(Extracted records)

•••••

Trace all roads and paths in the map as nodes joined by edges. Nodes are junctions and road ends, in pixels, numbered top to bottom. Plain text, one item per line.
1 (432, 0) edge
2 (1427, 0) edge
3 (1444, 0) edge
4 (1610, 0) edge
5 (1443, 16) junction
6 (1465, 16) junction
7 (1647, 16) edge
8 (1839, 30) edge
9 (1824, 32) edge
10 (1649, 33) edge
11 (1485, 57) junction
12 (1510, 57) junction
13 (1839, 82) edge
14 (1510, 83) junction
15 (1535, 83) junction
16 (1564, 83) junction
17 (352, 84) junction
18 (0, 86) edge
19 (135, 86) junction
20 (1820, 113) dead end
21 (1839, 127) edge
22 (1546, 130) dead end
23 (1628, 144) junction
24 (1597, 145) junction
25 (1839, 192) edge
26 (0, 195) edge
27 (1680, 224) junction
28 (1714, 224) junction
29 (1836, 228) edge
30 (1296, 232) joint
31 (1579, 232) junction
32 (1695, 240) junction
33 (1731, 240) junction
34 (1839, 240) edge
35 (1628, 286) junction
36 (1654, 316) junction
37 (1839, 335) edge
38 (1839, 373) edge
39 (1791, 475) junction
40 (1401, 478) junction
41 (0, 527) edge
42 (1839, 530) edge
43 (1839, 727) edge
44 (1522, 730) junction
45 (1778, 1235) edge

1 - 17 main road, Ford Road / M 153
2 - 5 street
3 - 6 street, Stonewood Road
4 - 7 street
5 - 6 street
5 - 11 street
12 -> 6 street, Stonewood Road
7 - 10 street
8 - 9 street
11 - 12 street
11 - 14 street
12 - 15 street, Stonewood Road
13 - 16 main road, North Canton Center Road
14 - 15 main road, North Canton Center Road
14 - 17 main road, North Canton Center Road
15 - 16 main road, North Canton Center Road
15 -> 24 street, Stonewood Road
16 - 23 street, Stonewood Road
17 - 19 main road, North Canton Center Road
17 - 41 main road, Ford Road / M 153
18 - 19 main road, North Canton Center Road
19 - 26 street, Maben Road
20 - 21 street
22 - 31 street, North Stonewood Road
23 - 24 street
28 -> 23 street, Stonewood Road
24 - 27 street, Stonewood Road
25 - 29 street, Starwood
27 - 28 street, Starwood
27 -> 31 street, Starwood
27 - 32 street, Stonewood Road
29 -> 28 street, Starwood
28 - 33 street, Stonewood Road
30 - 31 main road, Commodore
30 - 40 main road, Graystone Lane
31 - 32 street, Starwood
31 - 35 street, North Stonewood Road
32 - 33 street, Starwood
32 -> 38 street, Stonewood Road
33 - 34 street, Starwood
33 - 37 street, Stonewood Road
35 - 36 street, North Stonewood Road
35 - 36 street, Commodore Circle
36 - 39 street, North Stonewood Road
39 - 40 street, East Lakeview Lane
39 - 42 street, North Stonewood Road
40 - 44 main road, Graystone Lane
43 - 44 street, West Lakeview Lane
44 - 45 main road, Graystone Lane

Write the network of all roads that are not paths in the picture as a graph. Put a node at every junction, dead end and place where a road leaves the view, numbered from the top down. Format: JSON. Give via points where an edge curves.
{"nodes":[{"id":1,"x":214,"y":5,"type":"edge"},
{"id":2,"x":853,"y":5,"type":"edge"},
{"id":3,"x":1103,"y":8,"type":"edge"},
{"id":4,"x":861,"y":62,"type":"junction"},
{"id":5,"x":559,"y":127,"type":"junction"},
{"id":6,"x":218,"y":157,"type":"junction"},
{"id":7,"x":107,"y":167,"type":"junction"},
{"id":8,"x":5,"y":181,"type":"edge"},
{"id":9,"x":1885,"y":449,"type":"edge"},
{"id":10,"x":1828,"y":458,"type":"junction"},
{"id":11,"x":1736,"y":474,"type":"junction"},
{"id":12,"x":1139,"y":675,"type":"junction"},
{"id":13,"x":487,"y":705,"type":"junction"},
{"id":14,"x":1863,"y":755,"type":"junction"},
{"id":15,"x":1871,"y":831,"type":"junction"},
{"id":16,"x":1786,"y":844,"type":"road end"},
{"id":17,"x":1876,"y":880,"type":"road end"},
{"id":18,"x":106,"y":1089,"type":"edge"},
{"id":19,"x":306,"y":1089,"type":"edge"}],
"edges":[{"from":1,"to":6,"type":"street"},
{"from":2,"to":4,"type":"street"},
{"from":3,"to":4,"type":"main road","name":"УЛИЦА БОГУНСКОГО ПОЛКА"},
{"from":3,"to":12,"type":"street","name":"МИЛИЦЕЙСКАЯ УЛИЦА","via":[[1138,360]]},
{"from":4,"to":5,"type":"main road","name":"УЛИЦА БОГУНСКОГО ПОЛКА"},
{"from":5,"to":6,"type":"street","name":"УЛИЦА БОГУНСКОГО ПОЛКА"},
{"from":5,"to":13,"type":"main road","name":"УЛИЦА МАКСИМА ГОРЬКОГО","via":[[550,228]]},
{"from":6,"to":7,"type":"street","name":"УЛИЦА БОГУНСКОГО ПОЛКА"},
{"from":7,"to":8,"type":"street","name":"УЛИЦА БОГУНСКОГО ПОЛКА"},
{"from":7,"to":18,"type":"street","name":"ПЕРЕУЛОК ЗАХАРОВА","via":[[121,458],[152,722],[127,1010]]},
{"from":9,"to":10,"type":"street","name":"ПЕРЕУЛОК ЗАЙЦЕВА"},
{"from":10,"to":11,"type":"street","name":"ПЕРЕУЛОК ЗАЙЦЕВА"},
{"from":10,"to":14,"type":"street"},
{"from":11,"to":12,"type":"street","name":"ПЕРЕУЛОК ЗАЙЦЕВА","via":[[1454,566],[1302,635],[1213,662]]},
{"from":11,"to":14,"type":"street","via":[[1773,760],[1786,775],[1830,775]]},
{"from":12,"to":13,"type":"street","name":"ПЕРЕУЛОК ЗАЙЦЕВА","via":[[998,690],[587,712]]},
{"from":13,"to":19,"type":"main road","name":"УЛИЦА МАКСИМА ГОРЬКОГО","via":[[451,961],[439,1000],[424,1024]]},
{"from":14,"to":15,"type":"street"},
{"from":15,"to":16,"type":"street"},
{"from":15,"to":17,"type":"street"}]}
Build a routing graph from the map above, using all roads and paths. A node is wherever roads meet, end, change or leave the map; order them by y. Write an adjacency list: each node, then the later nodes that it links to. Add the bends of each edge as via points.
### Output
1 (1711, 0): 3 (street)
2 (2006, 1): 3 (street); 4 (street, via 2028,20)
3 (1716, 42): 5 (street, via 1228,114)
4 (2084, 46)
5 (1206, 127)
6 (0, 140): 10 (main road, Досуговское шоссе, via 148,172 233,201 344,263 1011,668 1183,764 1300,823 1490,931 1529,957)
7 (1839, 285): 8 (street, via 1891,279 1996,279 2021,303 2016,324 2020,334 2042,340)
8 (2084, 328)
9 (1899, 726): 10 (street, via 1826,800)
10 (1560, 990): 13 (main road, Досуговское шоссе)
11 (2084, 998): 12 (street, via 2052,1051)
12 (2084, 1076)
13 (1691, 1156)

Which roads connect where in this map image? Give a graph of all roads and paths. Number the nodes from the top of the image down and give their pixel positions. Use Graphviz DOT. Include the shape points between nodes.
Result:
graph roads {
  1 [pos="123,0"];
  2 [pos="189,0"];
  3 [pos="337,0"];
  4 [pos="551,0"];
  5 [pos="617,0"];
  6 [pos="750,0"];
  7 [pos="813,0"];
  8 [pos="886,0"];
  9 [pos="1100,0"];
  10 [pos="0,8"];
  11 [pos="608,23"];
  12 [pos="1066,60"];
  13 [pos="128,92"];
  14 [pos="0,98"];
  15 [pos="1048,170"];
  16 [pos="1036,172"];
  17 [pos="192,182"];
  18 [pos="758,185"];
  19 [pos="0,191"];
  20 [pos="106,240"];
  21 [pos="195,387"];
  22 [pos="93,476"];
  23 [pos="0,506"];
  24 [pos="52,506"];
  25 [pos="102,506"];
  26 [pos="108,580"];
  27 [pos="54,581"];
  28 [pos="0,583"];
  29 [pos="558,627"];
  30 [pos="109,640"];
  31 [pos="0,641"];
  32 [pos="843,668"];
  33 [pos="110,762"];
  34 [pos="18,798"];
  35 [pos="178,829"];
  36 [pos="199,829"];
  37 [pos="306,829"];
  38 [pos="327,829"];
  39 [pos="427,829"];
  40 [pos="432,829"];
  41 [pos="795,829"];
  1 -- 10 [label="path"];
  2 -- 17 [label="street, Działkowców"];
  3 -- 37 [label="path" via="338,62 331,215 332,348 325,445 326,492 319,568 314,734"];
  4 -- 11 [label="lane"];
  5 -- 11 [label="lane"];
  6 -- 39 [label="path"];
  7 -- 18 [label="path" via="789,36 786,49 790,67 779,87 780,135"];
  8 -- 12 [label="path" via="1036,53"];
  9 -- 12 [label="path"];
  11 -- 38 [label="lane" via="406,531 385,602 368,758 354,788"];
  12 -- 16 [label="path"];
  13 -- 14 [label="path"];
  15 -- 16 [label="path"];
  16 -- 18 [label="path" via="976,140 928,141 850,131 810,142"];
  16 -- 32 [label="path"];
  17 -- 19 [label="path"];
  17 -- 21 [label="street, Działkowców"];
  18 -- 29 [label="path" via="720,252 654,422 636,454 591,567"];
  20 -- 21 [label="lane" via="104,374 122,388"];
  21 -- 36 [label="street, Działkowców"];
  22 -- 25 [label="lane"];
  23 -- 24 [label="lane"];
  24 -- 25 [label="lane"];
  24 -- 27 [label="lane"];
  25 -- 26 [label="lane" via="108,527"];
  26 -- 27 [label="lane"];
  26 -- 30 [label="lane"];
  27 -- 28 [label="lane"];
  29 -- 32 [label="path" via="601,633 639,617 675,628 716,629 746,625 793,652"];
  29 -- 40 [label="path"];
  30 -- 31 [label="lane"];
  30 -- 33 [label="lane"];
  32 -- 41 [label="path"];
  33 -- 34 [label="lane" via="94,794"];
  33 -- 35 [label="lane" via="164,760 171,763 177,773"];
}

•••••

**THE TASK:** Count, in the records above, the lines that include "numbered", and give the number with nothing added.

**EXPECTED OUTPUT:** 2